### DATA SUPPLIED
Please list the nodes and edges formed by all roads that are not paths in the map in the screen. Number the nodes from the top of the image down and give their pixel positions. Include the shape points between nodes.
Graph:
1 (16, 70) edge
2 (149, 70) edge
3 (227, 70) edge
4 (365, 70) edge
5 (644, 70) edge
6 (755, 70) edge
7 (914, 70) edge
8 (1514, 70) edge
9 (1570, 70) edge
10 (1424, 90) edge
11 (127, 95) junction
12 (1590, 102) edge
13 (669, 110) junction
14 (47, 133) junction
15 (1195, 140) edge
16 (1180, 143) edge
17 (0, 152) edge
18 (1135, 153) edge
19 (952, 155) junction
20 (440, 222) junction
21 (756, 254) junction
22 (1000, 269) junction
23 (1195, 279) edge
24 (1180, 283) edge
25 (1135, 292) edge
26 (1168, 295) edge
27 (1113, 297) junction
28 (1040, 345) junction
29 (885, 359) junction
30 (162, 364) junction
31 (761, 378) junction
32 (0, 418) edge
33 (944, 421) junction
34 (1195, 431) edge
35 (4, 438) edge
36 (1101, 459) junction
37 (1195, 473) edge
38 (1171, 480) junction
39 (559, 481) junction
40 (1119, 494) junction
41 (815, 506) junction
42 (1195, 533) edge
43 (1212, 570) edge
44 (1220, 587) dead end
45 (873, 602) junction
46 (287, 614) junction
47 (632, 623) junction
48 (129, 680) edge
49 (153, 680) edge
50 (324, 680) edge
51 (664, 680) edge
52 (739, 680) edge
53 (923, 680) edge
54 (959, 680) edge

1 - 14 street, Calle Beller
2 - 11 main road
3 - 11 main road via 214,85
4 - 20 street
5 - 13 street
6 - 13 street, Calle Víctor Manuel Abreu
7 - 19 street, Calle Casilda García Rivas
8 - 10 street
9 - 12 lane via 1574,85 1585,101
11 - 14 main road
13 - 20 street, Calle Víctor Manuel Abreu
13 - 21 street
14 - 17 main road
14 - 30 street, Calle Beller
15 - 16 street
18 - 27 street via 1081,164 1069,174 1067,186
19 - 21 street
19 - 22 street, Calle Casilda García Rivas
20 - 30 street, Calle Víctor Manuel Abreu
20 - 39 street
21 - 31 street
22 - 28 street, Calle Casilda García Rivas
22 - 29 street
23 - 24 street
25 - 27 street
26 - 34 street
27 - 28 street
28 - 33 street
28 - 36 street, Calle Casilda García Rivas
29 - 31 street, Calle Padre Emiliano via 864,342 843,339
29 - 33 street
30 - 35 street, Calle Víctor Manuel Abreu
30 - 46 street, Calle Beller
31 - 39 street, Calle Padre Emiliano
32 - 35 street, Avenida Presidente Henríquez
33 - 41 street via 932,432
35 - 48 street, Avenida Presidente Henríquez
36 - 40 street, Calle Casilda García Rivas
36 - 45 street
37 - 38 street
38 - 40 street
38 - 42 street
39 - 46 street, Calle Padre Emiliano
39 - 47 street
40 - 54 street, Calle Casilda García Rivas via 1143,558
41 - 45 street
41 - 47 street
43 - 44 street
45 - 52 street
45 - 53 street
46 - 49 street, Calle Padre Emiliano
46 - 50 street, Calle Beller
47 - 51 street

### WHAT IS BEING ASKED
Report every line from the material above that mentions the word "Abreu".

### PROBLEM SOLUTION
6 - 13 street, Calle Víctor Manuel Abreu
13 - 20 street, Calle Víctor Manuel Abreu
20 - 30 street, Calle Víctor Manuel Abreu
30 - 35 street, Calle Víctor Manuel Abreu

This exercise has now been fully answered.